Joint position lists:

------------

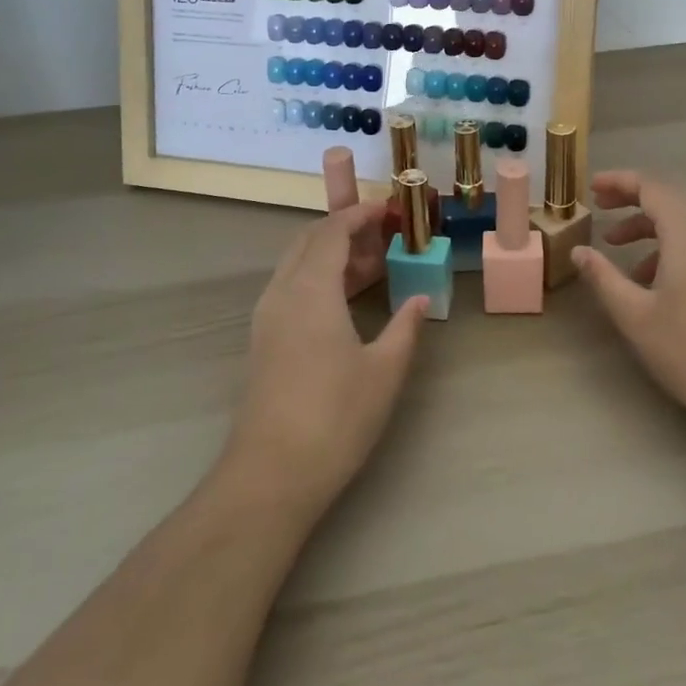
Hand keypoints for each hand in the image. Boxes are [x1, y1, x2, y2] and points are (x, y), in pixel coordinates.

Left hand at [226, 202, 427, 517]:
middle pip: (310, 239)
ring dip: (331, 254)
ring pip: (297, 263)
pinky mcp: (263, 340)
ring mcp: (267, 316)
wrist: (270, 475)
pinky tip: (345, 302)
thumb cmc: (335, 417)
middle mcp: (283, 291)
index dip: (361, 214)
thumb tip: (422, 298)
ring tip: (372, 267)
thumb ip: (406, 326)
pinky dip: (317, 277)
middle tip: (384, 237)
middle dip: (346, 229)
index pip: (333, 230)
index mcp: (311, 288)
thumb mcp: (384, 370)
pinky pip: (290, 287)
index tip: (391, 210)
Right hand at [573, 171, 685, 437]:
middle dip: (631, 199)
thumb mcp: (636, 316)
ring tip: (617, 247)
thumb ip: (604, 278)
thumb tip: (579, 251)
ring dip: (648, 225)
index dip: (619, 181)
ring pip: (683, 222)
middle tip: (600, 207)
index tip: (591, 187)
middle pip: (668, 199)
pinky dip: (668, 245)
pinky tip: (651, 280)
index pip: (650, 187)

------------

== Task prompt ==
Beginning with the first line of the entries above, repeat each line word for word until the line with "middle dip: (346, 229)" has been given too. Omit the pictures.

== Exercise solution ==
Hand keypoints for each hand in the image. Boxes are [x1, y1, x2, y2] and points are (x, y), in pixel coordinates.

Left hand at [226, 202, 427, 517]:
middle pip: (310, 239)
ring dip: (331, 254)
ring pip: (297, 263)
pinky mcp: (263, 340)
ring mcp: (267, 316)
wrist: (270, 475)
pinky tip: (345, 302)
thumb cmc: (335, 417)
middle mcp: (283, 291)
index dip: (361, 214)
thumb tip: (422, 298)
ring tip: (372, 267)
thumb ip: (406, 326)
pinky dip: (317, 277)
middle tip: (384, 237)
middle dip: (346, 229)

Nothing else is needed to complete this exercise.